So wie es für die unterschiedlichen Risiken Sachversicherungen gibt, gibt es auch Versicherungen, die vor finanziellen Folgen im sogenannten Cyberraum bzw. bei Cyberkriminalität, wie z.B. bei Schäden durch einen Verschlüsselungs-Trojaner (Ransomware) einspringen.
Ob eine Cyberversicherung für jeden sinnvoll ist, kann pauschal nicht beantwortet werden.
Schaut man sich einen Risikofragebogen an, so ist erkennbar, dass die Versicherer bereits ein nicht unerhebliches Maß an eigener Schadensprävention verlangen.
Die erste Hürde: Die Risiken müssen erst einmal bekannt sein. Dabei stellt sich die Frage, welche der Risiken könnten für den Betrieb existenzbedrohend sein und wie könnten diese ggfs. vermieden oder kompensiert werden. Auch der finanzielle Aspekt sollte mitbetrachtet werden.
Erst mit diesen Informationen kann eine Vorauswahl am Cyber-Versicherungsmarkt getroffen werden.

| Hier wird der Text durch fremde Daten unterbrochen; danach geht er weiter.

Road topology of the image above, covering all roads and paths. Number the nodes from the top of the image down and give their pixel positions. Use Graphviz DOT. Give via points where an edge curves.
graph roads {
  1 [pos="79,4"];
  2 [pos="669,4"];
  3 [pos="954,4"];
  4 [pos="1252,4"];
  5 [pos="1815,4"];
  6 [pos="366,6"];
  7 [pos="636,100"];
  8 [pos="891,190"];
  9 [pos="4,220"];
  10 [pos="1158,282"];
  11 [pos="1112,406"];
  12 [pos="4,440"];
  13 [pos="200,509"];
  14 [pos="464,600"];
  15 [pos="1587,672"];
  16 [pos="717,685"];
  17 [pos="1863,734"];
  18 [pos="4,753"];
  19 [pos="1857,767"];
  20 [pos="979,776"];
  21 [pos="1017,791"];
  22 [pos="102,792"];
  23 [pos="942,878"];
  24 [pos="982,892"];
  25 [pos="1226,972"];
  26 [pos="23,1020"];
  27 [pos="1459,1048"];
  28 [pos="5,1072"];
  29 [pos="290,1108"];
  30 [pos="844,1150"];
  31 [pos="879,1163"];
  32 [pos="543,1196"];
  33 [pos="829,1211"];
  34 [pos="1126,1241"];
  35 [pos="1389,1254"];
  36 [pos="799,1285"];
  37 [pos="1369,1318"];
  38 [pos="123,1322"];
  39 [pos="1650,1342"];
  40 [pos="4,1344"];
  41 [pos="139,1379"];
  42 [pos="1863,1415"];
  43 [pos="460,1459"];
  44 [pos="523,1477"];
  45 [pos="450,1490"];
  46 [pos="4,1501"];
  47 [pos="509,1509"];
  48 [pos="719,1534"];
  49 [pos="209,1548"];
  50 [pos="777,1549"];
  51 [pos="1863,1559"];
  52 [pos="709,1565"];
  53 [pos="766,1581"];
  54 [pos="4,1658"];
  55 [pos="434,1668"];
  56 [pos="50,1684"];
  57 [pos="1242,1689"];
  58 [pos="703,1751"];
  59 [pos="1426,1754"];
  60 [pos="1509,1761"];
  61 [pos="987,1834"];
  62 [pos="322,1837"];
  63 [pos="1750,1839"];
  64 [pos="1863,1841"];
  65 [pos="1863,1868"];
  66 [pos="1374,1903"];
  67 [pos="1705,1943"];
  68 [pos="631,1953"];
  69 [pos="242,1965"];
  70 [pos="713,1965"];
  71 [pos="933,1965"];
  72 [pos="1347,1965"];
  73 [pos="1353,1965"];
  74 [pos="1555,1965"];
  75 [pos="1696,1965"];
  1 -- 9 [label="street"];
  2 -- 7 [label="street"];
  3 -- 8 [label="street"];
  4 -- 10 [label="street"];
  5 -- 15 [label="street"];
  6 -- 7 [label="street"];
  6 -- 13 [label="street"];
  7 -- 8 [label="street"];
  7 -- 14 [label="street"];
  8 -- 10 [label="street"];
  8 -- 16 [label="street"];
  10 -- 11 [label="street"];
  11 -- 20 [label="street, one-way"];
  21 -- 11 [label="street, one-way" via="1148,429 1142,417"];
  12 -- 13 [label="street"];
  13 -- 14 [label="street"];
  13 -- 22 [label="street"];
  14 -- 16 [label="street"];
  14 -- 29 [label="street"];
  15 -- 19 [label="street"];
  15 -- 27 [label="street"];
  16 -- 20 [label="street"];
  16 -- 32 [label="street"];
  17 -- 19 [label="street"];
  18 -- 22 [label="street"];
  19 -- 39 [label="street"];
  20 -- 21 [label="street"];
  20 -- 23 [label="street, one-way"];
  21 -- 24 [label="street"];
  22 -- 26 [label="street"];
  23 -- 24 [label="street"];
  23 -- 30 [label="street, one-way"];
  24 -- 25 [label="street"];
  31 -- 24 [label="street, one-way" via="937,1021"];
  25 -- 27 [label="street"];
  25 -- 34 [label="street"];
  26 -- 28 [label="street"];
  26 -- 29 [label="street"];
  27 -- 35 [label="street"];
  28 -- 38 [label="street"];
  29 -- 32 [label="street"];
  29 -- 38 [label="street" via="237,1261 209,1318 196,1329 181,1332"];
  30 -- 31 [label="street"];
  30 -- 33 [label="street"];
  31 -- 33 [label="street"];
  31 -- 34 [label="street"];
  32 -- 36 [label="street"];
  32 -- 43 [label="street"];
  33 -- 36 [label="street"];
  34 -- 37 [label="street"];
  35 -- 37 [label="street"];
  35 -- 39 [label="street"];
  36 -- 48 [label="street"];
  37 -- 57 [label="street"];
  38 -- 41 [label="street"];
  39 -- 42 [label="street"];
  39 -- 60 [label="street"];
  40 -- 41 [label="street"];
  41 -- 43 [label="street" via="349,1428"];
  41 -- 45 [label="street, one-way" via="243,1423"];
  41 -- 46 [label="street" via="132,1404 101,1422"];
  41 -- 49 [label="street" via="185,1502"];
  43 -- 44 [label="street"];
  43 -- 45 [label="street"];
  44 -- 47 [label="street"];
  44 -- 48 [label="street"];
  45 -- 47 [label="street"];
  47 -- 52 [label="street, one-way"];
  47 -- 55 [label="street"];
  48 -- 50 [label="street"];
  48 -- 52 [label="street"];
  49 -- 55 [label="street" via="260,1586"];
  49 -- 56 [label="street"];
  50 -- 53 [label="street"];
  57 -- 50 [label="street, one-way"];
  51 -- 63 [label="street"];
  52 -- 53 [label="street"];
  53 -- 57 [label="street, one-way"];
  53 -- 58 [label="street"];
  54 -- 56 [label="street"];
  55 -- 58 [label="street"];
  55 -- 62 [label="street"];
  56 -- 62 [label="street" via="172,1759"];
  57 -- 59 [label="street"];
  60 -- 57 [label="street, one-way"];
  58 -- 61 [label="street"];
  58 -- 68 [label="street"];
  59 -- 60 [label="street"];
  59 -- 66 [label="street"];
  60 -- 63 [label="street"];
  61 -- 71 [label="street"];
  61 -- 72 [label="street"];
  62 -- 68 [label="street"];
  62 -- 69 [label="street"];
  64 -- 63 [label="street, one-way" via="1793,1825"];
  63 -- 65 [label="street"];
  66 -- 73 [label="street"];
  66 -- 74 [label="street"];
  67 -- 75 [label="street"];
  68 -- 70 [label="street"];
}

Wie steht es mit dem rechtlichen Datenschutz: Sind bei einem Cyberangriff personenbezogene Daten betroffen –was häufig der Fall sein wird– kann sich der Vorfall zu einem meldepflichtigen Datenschutzverstoß entwickeln und ggfs. Schadensersatzansprüche nach sich ziehen.
Fragen zur Datenschutz-Organisation, zu technischen und organisatorischen Maßnahmen, zur Sensibilisierung der Mitarbeiter finden sich in der Regel in den Risikofragebögen wieder.
Die Antwort ist oftmals entscheidend: Je nach Police sind entsprechende Dokumentationen nachzuweisen oder zu beschreiben und werden damit Bestandteil zum Antrag (u.U. zum Vertrag). Einige der Risikofragen bestehen nur aus einer [] JA [] NEIN Antwort, die sich als tückisch erweisen können.
Ein Beispiel:
- Gab es bei Ihnen innerhalb der letzten X Jahre einen Datenschutzvorfall?
[] JA, [] NEIN
Aber können Sie das genau beantworten und wissen? - Waren Sie innerhalb der letzten X Jahre von einem Cyberangriff-Schaden betroffen?
[] JA, [] NEIN
Aber woher wollen Sie das Wissen, wenn der Angriff mit Datenabfluss an die Kriminellen bisher noch nicht bemerkt wurde?
Es gibt Schadprogramme, die bereits seit einigen Monaten in den Systemen schlummern und nur noch auf den Auslöser warten.
Mit Hilfe der Fragen prüfen die Versicherer genau so ihre Risiken vor Vertragsabschluss, wie sie es bei ihrer eigenen Risikobewertung tun.
Zum Schluss werden wahrscheinlich Kosten und Nutzen entscheiden. Aber ohne ein gewisses Maß an Eigenverantwortung und den entsprechenden Maßnahmen zur Risikominimierung wird sich ein Vertragsabschluss als schwierig erweisen.
So ein Risikofragebogen kann im Rahmen einer eigenen Überprüfung „Wo stehen wir im Datenschutz und der IT-Sicherheit“ ein gutes Hilfsmittel darstellen.